Toking, taciturn tenant cited in AZ-So
A man was cited and released for possession of drug paraphernalia on April 20 at 11:16 p.m.
Police responded to the Arizona-Sonora residence hall in reference to the smell of marijuana. When they arrived, they met with two resident assistants who said that they smelled the odor while on rounds.
Police were taken to the room where the odor was coming from. The door was open about an inch and the officer reported that he smelled incense coming from the room. Police knocked on the door, but there was no answer. Then, a man got off the elevator and began to walk toward the room. Police asked him if it was his room. He did not respond. The man walked into the room, so police asked him again if it was his room. He said yes.
As the door opened, officers noted that the smell of marijuana became stronger. Police noticed that there was an incense box on his desk. They told the man to step back into the hallway and speak with the RA staff about using incense, something that is not allowed by Residence life. Officers said they would talk to him about the other issue after.
The man stepped into his doorway but became argumentative with the RAs and police. He told them that they had no right to ask him about anything in his room.
Police noted that the man exhibited signs of recent marijuana use. His eyes would not dilate in the light and his breath smelled of marijuana.
The man then tried to shut the door on police and the RAs. An officer directed him to keep the door open and step into the hallway because the odor of marijuana and incense was coming from his room. The man continued to be argumentative, telling officers that they had “”no legal right to bother”” him. Police explained that they were within their rights to speak with him, but the man attempted to shut the door again.
Because of the odors and the man’s unwillingness to cooperate, police suspected that there was evidence for their investigation in the room. The officer thought that if the man closed the door he might try to throw evidence out the window. So, when the man tried to close the door the officer reached into the room and grabbed the man’s arm. He then pulled the man into the hallway. The man tried to pull away, and the officer yelled at him to sit down. The man began jerking his arm away, refusing to sit. The officer got behind the man and forced him to the ground. The man was then handcuffed.
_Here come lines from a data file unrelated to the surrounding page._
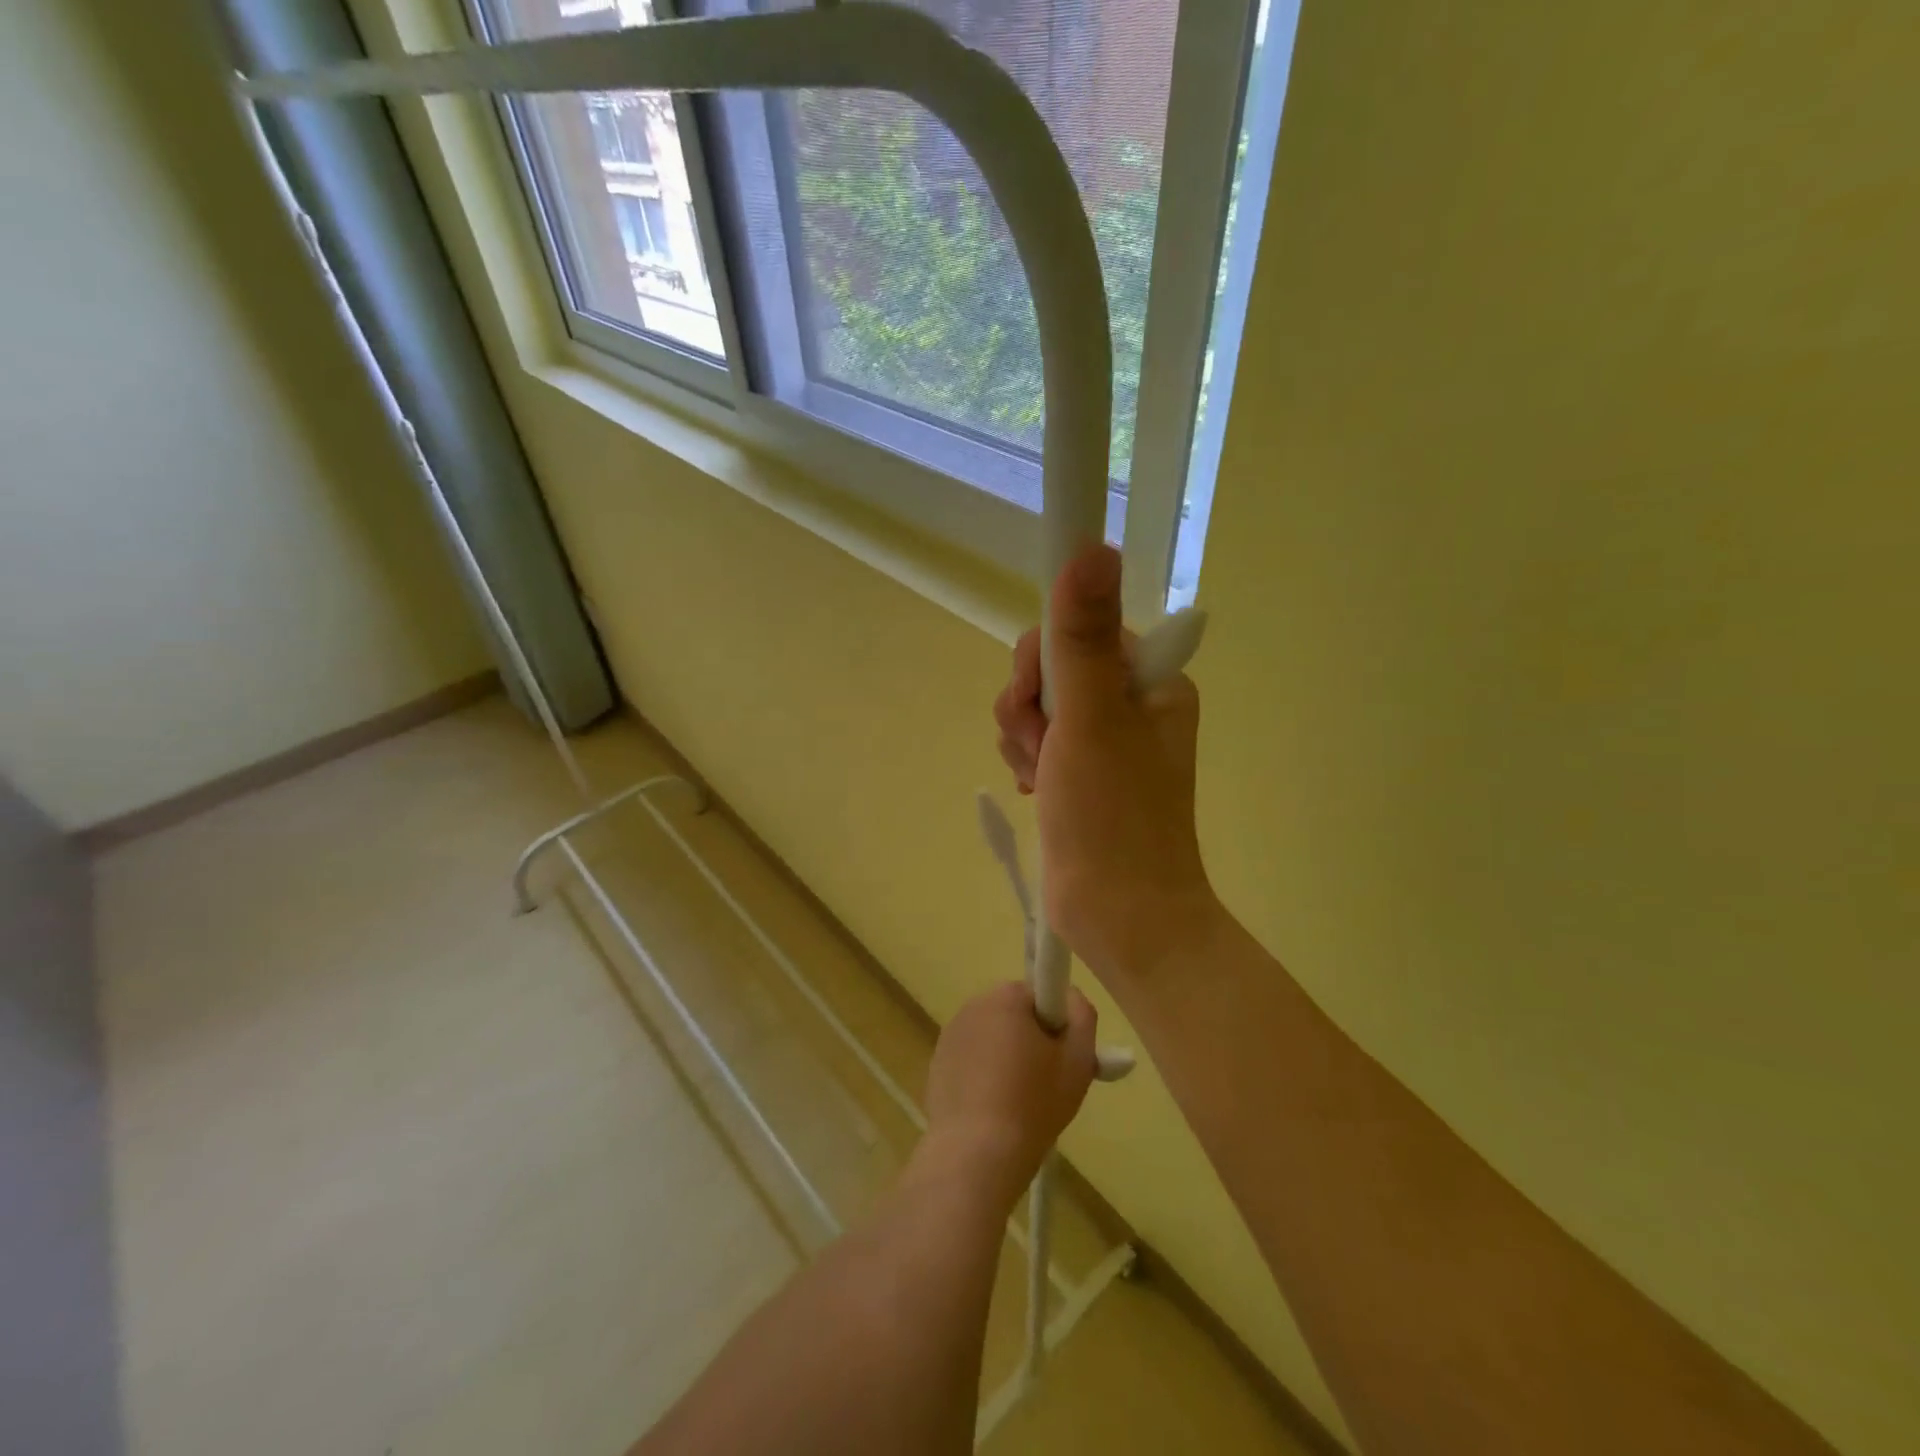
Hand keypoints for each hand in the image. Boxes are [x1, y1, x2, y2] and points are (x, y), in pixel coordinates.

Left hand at [920, 982, 1096, 1204]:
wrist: (976, 1155)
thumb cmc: (1034, 1103)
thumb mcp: (1078, 1059)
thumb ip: (1082, 1015)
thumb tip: (1069, 996)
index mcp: (1004, 997)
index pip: (1039, 994)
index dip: (1055, 1023)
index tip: (1061, 1056)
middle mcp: (972, 1006)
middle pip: (1014, 1015)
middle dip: (1031, 1040)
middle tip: (1046, 1082)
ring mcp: (950, 1036)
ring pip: (992, 1038)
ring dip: (1006, 1058)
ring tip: (1019, 1103)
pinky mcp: (937, 1065)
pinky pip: (971, 1061)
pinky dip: (984, 1078)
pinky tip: (993, 1112)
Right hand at [992, 545, 1220, 987]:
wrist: (1119, 915)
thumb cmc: (1111, 816)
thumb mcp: (1092, 718)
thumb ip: (1083, 635)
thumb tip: (1091, 546)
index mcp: (1151, 680)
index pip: (1080, 629)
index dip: (1045, 658)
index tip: (1040, 698)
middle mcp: (1131, 702)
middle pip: (1053, 667)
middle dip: (1031, 706)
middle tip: (1045, 748)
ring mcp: (1105, 739)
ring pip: (1038, 705)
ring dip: (1025, 737)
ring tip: (1043, 778)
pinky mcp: (1081, 772)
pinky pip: (1038, 740)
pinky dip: (1028, 760)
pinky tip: (1037, 789)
An officer said that she saw a pipe on the windowsill. The man consented to a room search. The man told police that the half of the room where the pipe was, was not his half. The officer asked him if the pipe that was one the window sill was his, even if it was near his roommate’s bed. The man said he would not answer that question. The officer then asked the man if he had sat on his roommate’s bed, opened a window and smoked marijuana. The man told him, “”That’s a fair assumption.”” The officer then asked him if he knew that smoking marijuana could result in an eviction from his dorm. The man told the officer that he did not care because there were only three weeks left anyway.
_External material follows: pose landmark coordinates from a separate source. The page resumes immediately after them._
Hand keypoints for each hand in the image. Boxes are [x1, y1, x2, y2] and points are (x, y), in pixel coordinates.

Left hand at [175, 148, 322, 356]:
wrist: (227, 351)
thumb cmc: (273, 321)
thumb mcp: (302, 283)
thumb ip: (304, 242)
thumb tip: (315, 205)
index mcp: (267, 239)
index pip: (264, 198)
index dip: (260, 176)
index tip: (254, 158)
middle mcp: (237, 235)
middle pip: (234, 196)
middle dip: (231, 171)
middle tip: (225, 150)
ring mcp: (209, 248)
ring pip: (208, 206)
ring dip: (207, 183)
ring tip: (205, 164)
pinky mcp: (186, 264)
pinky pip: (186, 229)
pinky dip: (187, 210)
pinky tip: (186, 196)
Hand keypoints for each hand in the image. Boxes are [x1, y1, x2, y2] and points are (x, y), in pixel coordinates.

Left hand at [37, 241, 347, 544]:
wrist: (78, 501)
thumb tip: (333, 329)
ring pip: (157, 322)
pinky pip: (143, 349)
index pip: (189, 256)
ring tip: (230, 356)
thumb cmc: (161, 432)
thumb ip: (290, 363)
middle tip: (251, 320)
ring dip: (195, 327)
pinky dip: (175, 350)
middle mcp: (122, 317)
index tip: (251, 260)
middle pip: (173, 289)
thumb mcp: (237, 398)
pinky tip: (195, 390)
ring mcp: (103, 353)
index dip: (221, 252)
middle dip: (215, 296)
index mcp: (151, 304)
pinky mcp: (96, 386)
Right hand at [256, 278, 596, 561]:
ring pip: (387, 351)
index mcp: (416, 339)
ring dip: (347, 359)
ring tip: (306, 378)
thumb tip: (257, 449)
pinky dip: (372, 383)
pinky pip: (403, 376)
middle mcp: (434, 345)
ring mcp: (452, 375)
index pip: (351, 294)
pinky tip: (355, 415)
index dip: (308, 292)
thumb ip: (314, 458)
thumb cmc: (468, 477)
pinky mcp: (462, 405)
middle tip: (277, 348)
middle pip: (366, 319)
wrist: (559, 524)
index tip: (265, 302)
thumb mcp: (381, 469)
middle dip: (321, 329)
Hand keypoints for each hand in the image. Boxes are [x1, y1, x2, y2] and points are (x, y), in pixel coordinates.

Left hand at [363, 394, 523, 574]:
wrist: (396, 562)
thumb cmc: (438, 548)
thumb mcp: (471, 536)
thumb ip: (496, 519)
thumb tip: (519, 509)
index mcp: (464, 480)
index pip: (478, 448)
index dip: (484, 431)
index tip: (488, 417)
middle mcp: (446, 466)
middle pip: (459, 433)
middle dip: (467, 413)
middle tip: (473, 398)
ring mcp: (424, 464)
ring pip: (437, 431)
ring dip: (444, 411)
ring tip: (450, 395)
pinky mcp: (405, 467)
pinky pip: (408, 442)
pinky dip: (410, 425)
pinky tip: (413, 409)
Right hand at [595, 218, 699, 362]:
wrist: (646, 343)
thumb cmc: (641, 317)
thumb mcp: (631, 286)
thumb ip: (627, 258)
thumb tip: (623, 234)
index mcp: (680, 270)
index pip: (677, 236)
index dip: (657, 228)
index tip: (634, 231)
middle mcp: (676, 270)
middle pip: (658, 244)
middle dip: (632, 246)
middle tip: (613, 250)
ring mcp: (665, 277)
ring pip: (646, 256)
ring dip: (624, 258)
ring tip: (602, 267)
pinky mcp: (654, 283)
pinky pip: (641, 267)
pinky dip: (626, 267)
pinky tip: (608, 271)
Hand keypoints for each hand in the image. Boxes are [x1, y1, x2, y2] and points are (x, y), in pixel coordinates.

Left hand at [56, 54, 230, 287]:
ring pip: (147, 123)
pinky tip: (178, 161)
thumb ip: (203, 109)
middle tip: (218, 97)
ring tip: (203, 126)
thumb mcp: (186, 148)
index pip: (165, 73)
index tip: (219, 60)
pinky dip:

The other officer returned from searching the man’s room. She located an empty plastic bag that smelled of marijuana, numerous smoking screens on a table near his bed, a glass bong, the marijuana pipe, a small bud of marijuana, a grinder and an ashtray that contained what appeared to be several marijuana roaches.
All of the items were confiscated and the man was cited and released on scene for possession of drug paraphernalia.
Three-time trespasser taken in
A man was arrested for third degree criminal trespassing on April 20 at 4:40 p.m.
Police responded to the area near the Arizona-Sonora residence hall parking lot in reference to a trespasser. When they arrived, police made contact with a police aide who told them he had seen a man who he knew had an exclusionary order from the UA walking around the parking lot.
Police made contact with the man on the south side of UA Liquor. They told him they were there because he had been seen in the parking lot on campus and he was not supposed to be there. The man told police that he was just passing through and he was not causing any problems.
The man was placed under arrest and searched. In his back pocket police found his two previous exclusionary orders from April 13 and April 17, his two citations for criminal trespassing and an in-custody arrest sheet for trespassing.
The man was taken to the Pima County Jail where he was booked on the charges.